Joel Aronlainen came down to featherweight after testing the water at lightweight in the European Championships. His lanky build and impressive overall skill set has seen him pick up 3 finishes in the competition so far. His opponent Delyan Georgiev is undefeated and will be a tough challenge for him. Georgiev has dominated the featherweight division at amateur, his gold medal at the European Championships could now lead to him becoming a world champion if he continues to perform like we’re used to seeing him do.
At 155lbs, Vitali Andruhovich will take on top American prospect Quintin Thomas for the gold. Andruhovich has been on the right side of two very close split decisions in this tournament so far. His controversial win over Irishman Ciaran Clarke had many people scratching their heads at the decision. He now has the chance to prove himself with a win against Quintin Thomas. Thomas is the UMMAF National Champion and a very experienced amateur fighter. Racking up 13 wins he has been a dominant fighter in most of his fights, his sole losses coming from sustaining an injury and a split decision loss.

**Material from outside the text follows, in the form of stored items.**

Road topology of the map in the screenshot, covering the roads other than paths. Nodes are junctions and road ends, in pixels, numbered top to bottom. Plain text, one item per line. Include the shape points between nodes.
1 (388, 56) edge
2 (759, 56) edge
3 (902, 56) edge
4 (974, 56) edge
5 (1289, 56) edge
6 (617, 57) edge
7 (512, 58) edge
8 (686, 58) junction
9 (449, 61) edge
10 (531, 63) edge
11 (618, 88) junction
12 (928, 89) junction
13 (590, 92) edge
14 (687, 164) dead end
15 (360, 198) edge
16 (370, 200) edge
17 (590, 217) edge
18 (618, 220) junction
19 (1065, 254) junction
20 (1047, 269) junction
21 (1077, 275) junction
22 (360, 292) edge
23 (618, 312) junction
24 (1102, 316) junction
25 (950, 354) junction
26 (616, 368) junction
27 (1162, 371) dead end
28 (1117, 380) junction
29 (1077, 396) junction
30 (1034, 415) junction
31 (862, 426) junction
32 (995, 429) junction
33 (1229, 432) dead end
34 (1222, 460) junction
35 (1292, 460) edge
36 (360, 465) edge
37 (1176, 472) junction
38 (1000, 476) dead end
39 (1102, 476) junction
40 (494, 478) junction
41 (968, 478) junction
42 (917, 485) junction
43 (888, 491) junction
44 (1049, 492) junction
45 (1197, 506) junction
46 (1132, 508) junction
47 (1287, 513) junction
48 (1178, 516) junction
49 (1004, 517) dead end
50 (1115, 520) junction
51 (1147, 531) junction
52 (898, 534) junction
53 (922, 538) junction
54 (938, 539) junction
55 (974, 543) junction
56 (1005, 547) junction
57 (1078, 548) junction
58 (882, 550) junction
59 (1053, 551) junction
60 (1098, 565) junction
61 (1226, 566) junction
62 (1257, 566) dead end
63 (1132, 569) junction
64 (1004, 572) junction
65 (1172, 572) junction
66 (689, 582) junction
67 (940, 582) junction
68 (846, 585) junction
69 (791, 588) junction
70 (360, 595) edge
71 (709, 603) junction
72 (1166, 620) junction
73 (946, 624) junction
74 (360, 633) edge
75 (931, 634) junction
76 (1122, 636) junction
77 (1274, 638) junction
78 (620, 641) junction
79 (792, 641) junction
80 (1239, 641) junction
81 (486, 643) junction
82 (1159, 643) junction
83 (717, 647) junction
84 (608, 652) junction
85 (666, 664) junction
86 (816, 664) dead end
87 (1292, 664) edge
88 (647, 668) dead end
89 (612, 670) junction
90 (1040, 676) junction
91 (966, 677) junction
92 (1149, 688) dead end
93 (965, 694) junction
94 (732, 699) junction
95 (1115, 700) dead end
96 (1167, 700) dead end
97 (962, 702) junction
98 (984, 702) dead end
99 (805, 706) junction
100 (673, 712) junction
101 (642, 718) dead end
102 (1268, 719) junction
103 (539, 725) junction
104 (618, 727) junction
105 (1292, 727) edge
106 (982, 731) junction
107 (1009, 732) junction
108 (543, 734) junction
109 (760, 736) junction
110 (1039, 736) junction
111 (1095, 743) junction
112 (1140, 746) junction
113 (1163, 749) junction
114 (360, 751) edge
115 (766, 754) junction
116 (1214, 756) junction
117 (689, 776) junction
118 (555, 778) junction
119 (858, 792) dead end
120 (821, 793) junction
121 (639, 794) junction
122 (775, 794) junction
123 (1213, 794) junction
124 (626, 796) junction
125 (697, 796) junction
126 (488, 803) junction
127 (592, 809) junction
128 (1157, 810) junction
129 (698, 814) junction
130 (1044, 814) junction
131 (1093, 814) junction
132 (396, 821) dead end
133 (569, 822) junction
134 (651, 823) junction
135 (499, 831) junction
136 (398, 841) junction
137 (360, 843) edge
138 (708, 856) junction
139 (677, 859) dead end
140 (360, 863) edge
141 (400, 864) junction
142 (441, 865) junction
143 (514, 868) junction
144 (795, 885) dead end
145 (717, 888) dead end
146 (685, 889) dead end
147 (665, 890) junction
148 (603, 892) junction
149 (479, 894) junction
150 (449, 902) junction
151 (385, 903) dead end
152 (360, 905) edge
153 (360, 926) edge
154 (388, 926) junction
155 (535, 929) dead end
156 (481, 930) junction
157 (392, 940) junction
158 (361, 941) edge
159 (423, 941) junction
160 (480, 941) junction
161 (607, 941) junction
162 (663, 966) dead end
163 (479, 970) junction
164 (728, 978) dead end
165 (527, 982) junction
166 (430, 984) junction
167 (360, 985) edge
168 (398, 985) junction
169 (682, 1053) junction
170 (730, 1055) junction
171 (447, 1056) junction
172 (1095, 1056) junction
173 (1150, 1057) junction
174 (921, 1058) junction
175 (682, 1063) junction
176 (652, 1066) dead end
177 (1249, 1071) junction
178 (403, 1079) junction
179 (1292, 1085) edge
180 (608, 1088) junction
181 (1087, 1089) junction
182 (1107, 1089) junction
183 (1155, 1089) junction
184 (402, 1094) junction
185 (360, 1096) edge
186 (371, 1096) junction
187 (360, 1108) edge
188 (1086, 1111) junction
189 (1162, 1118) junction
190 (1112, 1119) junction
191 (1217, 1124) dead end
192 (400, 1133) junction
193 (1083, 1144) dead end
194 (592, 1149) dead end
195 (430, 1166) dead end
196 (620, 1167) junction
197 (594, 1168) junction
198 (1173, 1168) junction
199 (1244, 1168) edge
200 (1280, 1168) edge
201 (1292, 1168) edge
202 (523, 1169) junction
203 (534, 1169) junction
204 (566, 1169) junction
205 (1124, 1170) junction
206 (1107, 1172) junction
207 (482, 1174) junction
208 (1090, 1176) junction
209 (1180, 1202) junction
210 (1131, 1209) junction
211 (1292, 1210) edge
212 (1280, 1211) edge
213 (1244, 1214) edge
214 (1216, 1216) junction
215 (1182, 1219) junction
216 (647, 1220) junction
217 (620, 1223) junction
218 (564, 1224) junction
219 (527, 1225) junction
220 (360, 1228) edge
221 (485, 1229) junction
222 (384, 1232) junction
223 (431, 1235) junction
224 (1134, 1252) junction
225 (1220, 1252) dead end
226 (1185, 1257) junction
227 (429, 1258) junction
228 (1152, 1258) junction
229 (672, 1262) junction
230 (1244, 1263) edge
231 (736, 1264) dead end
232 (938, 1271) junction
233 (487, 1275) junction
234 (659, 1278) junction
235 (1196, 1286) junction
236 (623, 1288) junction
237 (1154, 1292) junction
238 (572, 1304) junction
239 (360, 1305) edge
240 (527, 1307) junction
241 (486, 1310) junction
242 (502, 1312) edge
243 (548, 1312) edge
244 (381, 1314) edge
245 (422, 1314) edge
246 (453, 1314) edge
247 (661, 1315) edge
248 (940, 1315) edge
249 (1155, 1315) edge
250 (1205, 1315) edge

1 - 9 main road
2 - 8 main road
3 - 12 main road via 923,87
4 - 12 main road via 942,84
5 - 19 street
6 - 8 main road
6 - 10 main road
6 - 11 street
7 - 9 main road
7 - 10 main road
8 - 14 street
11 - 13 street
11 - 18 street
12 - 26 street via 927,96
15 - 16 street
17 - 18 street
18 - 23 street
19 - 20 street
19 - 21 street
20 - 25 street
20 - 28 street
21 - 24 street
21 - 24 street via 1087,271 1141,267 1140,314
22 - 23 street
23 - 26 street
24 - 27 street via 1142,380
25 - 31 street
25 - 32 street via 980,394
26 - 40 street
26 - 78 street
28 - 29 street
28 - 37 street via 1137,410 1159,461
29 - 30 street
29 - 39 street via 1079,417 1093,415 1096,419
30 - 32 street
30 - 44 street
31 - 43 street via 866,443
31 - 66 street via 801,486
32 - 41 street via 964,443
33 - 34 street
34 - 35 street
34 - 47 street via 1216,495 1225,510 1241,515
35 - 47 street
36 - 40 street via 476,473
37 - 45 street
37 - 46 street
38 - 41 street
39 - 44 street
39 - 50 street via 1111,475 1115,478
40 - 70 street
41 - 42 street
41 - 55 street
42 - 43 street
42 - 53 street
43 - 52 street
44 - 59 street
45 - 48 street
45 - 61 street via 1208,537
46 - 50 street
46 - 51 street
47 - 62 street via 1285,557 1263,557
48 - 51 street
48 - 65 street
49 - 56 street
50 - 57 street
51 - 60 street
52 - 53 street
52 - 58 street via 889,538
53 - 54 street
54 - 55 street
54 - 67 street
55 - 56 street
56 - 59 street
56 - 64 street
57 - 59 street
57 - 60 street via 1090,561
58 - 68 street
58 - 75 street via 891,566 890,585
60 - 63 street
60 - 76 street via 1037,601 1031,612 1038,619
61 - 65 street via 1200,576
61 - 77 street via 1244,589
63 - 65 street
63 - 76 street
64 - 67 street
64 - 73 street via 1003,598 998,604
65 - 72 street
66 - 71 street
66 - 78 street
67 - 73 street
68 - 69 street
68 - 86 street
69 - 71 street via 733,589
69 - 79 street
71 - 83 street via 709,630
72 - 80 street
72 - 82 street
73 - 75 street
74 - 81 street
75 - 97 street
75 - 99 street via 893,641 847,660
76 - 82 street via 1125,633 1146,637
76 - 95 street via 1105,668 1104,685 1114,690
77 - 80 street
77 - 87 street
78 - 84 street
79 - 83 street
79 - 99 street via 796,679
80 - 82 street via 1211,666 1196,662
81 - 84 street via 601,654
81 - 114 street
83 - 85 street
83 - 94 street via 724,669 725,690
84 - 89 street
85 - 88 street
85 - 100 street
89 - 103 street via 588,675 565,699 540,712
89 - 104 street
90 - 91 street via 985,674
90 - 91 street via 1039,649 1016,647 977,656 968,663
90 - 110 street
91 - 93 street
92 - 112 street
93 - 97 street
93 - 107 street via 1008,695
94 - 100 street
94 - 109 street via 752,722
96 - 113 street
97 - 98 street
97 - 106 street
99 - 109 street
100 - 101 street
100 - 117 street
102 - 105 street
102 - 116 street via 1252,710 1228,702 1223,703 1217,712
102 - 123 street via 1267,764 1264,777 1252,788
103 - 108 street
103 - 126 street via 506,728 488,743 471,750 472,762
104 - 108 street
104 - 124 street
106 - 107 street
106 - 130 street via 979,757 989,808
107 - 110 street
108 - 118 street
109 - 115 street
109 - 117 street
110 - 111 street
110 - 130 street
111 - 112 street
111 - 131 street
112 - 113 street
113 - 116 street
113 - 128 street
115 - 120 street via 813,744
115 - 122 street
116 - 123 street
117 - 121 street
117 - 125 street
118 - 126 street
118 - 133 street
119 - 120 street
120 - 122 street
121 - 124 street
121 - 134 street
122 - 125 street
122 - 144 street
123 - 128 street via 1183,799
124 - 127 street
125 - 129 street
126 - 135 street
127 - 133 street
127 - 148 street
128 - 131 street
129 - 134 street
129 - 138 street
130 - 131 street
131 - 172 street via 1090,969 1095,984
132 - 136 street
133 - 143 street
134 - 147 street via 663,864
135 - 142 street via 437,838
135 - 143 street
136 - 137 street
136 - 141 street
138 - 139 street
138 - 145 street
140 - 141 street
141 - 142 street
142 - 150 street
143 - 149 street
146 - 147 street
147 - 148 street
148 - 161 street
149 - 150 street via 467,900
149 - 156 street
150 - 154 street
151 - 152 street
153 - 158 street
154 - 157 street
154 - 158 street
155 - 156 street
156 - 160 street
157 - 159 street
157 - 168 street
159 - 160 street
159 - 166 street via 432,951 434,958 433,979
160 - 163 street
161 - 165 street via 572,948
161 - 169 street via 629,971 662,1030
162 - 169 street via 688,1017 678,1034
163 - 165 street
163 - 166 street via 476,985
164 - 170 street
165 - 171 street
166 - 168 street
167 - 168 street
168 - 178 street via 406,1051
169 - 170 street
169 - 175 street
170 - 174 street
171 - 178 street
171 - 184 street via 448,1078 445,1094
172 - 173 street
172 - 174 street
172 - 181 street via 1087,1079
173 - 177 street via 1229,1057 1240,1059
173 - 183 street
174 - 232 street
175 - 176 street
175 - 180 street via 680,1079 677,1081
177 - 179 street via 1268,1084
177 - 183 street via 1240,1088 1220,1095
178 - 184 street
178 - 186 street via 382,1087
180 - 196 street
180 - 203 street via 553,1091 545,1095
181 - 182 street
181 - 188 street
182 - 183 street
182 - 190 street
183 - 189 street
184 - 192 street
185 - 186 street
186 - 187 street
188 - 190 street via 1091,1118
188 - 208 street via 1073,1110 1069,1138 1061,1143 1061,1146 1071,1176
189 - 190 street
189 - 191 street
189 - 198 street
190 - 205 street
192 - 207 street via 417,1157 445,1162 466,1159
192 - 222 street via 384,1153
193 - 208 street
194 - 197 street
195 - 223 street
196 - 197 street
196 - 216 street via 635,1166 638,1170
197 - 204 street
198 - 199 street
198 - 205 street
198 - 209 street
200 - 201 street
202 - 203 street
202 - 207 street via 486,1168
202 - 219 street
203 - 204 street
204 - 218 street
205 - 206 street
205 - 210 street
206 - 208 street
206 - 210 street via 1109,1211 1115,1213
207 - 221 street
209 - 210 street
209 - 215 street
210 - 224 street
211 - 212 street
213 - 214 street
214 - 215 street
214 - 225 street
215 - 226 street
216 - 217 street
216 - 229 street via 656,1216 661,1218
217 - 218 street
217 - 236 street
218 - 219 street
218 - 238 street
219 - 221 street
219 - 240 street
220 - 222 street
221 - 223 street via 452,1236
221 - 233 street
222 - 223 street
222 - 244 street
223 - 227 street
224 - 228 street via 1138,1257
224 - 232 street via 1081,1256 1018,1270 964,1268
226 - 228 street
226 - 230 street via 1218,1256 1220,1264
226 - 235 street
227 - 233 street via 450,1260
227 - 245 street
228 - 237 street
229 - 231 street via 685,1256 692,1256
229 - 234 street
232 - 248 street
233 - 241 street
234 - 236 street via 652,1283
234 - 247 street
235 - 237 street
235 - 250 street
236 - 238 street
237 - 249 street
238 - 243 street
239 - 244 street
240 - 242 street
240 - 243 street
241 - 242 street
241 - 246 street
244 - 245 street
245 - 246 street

For the Middleweight medal we have a battle of the Nordic fighters. Iceland’s Bjorn Lukas Haraldsson has looked phenomenal in his fights so far, finishing each and everyone inside a round. The Mjolnir fighter has been to many the highlight of the tournament, but has a tough task a head of him in Laallam who’s had half the number of fights in this tournament and looked impressive in both.
Bahrain’s last hope for a medal lies in the hand of Light Heavyweight finisher Murtaza Talha Ali. Ali has finished all four of his bouts so far, 3 via TKO/KO and his last being by way of submission. Standing in his way of gold will be Pavel Pahomenko from Belarus who’s proven to be lethal with submissions once an opportunity arises scoring two submission wins inside the first round.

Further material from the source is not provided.